Commento alla liturgia della Domenica a cura di Bruno Pennacchini XXXIV Domenica del tempo ordinario Cristo Re - anno A

Per molti di noi non è facile comprendere il titolo di questa ultima domenica dell’anno liturgico: “Solennità di Nostro Signore Gesù Cristo Re dell’universo”. La mente ci va spontaneamente alle attuali, residue istituzioni monarchiche, in cui re e regine non hanno in genere un vero potere, ma sono solo figure rappresentative. Non così Gesù. Per uscire dall’equivoco dobbiamo entrare nel linguaggio della Bibbia, che oggi si riflette ampiamente nella liturgia. Nella prima lettura, il profeta Ezechiele riferisce le parole del Signore: “Io stesso cercherò le mie pecore e le passerò in rassegna, come un pastore… andrò in cerca della pecora perduta… fascerò quella ferita… avrò cura della grassa e della forte” (34,15) E più avanti aggiunge: “Io giudicherò fra pecora e pecora, fra montoni e capri” (34,17).

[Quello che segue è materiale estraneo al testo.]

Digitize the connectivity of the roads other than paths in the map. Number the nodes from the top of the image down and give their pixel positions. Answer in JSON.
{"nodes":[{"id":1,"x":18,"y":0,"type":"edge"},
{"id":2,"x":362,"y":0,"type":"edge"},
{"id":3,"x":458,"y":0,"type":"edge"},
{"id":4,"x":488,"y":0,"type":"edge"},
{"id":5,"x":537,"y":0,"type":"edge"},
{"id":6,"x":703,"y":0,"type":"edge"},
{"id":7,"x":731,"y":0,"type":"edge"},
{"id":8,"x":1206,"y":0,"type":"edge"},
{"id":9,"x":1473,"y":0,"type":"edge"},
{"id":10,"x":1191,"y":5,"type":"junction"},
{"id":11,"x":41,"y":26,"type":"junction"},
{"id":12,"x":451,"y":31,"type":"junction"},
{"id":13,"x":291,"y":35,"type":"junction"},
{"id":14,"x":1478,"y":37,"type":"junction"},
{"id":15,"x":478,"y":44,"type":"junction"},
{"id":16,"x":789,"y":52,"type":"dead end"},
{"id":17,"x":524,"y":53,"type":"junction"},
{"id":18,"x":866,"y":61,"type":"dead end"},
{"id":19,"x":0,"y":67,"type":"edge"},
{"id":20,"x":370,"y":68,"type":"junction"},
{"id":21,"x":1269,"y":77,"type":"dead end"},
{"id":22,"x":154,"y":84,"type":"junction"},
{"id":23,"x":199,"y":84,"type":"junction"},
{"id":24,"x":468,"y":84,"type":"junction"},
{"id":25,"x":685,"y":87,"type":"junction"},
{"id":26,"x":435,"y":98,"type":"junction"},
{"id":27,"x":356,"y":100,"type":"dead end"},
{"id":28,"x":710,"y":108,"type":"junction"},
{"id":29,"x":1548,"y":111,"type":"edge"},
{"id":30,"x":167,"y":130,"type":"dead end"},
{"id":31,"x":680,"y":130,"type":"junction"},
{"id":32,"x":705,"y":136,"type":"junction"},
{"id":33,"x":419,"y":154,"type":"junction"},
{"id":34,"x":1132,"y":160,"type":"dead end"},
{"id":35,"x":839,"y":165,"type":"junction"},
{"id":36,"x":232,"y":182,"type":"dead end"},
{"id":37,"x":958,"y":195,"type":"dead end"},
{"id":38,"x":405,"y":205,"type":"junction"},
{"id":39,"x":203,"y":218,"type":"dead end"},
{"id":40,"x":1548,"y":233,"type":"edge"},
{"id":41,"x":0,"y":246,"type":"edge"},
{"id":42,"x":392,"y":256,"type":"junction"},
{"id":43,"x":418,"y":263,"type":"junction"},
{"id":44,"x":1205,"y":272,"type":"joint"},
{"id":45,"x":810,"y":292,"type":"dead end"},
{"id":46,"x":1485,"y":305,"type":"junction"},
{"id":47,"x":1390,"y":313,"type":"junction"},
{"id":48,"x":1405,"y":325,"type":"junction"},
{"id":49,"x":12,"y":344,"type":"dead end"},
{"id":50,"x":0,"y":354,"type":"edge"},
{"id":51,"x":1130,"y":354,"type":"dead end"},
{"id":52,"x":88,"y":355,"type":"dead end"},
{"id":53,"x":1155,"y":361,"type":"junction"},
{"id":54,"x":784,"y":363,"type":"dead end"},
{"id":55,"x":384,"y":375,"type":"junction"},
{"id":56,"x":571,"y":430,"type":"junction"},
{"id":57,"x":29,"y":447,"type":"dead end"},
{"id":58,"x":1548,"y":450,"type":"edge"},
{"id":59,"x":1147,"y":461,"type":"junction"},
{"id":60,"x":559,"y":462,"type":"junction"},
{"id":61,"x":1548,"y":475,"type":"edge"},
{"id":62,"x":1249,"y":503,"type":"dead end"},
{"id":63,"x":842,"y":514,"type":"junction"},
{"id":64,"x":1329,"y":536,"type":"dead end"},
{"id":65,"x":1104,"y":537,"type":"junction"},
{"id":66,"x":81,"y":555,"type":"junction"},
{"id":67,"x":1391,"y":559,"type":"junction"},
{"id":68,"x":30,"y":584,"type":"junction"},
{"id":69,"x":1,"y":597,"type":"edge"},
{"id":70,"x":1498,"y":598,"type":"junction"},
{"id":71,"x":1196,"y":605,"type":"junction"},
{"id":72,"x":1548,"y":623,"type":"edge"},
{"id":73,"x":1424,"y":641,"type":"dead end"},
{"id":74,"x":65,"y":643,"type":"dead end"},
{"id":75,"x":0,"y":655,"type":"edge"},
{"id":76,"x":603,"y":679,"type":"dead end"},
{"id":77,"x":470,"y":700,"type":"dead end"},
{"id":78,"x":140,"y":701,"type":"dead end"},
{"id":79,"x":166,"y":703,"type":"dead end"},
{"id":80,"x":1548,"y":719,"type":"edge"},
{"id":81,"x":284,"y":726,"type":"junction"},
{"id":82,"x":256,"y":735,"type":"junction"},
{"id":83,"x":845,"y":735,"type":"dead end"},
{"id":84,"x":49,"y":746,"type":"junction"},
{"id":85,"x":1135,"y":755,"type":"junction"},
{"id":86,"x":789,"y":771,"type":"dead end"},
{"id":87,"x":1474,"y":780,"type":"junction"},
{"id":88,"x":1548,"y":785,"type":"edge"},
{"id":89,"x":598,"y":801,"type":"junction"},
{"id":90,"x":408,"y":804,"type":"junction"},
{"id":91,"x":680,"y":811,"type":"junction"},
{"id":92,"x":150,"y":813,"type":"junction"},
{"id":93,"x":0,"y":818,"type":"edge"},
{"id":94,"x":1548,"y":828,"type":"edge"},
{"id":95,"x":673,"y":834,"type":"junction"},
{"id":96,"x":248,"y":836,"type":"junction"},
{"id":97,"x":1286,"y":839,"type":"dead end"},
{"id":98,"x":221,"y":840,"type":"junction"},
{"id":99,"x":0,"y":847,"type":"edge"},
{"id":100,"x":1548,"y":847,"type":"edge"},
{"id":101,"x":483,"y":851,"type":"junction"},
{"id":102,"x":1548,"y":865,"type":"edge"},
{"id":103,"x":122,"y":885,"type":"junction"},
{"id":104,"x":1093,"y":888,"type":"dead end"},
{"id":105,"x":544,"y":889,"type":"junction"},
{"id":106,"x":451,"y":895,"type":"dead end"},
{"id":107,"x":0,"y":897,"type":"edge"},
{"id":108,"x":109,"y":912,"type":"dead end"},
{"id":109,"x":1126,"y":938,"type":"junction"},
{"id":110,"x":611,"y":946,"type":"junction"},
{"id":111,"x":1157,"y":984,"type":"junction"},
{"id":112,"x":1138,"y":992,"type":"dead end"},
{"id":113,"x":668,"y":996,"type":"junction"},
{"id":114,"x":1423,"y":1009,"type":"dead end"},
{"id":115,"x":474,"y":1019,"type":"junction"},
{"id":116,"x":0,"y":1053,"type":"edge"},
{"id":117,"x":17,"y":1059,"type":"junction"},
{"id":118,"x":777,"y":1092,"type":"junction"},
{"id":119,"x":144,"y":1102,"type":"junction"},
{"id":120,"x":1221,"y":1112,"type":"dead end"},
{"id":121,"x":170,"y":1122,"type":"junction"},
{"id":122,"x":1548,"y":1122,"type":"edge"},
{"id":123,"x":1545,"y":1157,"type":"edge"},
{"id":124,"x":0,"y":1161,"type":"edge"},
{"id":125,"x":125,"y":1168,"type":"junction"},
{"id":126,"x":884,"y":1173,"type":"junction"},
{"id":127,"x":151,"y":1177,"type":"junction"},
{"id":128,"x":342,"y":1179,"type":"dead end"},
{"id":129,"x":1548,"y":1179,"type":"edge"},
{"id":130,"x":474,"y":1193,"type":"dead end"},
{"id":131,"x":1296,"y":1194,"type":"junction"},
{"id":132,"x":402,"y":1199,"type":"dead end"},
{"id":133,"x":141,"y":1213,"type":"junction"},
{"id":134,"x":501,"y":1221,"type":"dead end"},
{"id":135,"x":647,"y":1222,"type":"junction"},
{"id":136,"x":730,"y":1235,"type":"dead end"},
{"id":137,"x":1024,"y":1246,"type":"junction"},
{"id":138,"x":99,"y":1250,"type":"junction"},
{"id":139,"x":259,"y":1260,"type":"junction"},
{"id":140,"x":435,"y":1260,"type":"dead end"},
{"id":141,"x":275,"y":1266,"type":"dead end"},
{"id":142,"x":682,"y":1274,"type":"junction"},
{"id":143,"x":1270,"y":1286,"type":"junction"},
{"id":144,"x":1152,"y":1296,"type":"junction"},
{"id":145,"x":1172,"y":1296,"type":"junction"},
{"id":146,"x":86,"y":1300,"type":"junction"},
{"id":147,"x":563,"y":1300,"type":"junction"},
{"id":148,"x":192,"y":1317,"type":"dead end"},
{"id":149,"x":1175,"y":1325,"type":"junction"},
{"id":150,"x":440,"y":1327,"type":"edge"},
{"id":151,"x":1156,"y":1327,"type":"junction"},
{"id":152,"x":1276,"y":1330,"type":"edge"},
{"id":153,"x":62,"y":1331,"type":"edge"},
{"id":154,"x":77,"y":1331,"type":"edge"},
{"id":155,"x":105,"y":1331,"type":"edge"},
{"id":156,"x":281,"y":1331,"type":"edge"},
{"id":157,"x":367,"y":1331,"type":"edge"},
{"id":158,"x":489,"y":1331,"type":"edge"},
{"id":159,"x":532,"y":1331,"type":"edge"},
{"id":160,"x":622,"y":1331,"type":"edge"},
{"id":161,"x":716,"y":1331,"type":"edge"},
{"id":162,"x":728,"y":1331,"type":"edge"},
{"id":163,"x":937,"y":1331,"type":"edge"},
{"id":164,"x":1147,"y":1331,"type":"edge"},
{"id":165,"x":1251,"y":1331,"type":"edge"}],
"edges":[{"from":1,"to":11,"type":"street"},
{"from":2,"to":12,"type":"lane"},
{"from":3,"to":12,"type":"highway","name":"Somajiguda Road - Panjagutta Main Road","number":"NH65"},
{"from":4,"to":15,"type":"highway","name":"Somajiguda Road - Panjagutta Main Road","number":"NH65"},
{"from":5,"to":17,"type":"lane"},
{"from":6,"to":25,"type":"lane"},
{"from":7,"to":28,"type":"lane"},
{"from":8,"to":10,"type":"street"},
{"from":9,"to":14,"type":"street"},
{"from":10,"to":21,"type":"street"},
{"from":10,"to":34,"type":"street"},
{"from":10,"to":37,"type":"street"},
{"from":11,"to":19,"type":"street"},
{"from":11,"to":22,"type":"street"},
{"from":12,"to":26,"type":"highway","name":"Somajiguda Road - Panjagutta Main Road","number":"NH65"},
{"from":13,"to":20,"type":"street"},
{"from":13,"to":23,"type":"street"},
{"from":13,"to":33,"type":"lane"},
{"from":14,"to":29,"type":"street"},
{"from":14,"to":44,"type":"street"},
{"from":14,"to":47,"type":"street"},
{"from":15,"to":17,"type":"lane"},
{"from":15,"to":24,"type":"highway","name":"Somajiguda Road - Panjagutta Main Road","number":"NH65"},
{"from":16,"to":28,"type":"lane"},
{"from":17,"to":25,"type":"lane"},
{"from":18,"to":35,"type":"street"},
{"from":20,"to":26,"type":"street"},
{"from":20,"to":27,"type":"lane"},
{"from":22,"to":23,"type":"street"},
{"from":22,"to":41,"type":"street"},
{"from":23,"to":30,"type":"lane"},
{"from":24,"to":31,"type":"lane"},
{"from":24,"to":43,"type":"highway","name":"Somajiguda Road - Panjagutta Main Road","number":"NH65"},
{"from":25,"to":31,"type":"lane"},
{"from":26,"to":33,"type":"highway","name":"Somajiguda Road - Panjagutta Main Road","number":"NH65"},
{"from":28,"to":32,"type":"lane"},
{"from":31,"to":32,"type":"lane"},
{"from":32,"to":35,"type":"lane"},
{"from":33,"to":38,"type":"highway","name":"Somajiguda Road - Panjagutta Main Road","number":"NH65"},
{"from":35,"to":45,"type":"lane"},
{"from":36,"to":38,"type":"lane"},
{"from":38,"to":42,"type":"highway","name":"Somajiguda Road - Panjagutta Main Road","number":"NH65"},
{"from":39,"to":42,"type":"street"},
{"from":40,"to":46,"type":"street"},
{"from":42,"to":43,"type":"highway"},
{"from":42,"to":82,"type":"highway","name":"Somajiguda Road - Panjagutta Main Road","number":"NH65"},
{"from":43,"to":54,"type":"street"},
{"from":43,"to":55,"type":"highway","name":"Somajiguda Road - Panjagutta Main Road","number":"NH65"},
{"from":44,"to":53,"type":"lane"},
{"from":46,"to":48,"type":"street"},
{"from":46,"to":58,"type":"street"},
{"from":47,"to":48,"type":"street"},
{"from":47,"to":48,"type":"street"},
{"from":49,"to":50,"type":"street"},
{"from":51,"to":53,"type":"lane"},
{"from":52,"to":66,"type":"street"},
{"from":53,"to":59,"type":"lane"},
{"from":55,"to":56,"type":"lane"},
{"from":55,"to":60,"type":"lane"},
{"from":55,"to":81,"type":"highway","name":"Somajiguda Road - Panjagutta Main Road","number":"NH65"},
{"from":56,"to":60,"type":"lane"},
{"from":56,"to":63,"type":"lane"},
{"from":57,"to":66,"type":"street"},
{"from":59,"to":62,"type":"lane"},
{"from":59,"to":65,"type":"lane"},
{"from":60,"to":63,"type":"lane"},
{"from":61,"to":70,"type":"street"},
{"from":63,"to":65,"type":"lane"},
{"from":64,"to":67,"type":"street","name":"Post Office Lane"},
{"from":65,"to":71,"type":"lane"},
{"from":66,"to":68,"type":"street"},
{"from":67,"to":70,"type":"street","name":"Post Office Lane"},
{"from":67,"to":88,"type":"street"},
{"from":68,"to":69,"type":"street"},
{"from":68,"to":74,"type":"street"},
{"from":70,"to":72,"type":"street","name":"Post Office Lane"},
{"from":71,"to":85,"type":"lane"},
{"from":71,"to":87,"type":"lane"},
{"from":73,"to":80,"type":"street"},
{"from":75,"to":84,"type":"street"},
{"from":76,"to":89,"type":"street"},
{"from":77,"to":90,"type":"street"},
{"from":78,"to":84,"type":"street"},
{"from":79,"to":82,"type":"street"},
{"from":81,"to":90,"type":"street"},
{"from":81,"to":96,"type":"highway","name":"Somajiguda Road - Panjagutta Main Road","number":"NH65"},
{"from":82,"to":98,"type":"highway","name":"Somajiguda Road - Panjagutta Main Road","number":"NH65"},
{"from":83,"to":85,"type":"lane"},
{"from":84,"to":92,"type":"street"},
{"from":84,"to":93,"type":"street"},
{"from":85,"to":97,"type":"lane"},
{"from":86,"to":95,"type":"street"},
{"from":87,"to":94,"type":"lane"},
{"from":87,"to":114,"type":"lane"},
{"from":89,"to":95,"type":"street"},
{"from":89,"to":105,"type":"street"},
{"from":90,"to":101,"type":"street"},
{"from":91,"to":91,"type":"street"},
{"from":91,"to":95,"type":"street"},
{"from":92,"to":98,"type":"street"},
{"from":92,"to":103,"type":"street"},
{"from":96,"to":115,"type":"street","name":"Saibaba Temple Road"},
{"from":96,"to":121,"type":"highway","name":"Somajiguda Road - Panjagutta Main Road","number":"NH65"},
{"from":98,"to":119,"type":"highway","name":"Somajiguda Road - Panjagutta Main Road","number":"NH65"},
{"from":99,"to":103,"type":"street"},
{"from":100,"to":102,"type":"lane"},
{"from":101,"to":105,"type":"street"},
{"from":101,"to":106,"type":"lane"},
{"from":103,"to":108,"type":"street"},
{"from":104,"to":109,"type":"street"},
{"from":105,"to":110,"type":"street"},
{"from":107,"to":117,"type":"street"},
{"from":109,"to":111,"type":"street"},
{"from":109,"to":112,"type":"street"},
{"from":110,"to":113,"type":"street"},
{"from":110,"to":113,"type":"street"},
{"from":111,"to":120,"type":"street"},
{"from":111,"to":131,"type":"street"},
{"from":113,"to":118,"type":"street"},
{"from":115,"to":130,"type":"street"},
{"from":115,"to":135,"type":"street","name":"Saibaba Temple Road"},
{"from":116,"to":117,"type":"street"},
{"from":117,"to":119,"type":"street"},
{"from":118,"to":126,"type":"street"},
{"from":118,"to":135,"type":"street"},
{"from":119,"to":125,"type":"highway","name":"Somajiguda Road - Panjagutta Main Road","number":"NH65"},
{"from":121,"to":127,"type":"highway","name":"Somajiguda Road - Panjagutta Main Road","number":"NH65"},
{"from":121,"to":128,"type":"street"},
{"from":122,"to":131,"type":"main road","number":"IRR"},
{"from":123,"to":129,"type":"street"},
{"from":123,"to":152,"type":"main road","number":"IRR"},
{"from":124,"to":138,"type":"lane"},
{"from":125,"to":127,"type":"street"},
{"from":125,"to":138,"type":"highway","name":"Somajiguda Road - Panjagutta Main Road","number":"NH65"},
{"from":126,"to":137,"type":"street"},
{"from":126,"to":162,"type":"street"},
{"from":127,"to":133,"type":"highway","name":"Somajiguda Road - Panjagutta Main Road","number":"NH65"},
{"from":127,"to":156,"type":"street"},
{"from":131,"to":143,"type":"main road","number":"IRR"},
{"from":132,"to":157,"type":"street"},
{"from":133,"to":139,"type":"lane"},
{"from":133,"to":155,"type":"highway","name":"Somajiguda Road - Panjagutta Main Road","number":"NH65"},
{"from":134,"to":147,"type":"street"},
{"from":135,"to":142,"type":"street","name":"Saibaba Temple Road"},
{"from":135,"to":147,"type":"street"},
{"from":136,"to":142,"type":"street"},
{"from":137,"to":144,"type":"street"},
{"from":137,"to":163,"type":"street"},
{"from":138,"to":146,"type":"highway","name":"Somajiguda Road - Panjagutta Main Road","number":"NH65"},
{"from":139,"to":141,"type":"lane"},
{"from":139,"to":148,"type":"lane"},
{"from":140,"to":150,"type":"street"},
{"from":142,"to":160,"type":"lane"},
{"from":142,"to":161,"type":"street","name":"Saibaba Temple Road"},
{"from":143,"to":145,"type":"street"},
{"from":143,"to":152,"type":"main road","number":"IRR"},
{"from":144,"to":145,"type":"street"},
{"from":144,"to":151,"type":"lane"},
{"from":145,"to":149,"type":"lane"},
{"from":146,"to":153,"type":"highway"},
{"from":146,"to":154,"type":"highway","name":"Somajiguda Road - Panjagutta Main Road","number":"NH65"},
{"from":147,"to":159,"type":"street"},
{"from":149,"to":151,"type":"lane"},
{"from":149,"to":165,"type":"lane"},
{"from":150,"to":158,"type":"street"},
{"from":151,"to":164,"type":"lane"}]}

Subito dopo l’assemblea risponde cantando il Salmo 22: “Il Signore è il mio pastore, non manco di nulla”. Dalla seconda lettura ascolteremo l’apostolo Paolo che scrive alla comunità cristiana che si radunava a Corinto: “È necessario infatti che Egli regni finché non abbia posto tutti i nemici sotto i suoi piedi. L’ultimo nemico a essere annientato sarà la morte” (1 Cor 15,25). L’immagine del re e quella del pastore si sovrappongono e si fondono: siamo di fronte alla figura del Re-Pastore, annunciato dai profeti. Solo sapendo ascoltare insieme questi testi possiamo entrare nella pienezza del loro significato.

Il Vangelo di oggi è noto a molti, almeno per avere ispirato grandi artisti cristiani. Esso però va letto non come una sorta di sceneggiatura del giudizio universale – come spesso capita – ma piuttosto come una parabola, che ha come punto focale il criterio con cui Dio valuterà i nostri comportamenti: la misericordia. È l’ultimo discorso che Matteo coglie sulla bocca dei Gesù. Nei capitoli successivi narrerà la vicenda della sua passione, morte, risurrezione. Protagonista assoluto della parabola è il “Figlio dell’uomo che verrà nella sua gloria” (Mt 25,31). Questa figura compare nel libro del profeta Daniele (7,14), che assiste in sogno a una liturgia celeste: un uomo è condotto dinnanzi al trono di Dio Padre, che gli concede “dominio, gloria e regno, perché le genti di ogni popolo, nazione e lingua lo servano.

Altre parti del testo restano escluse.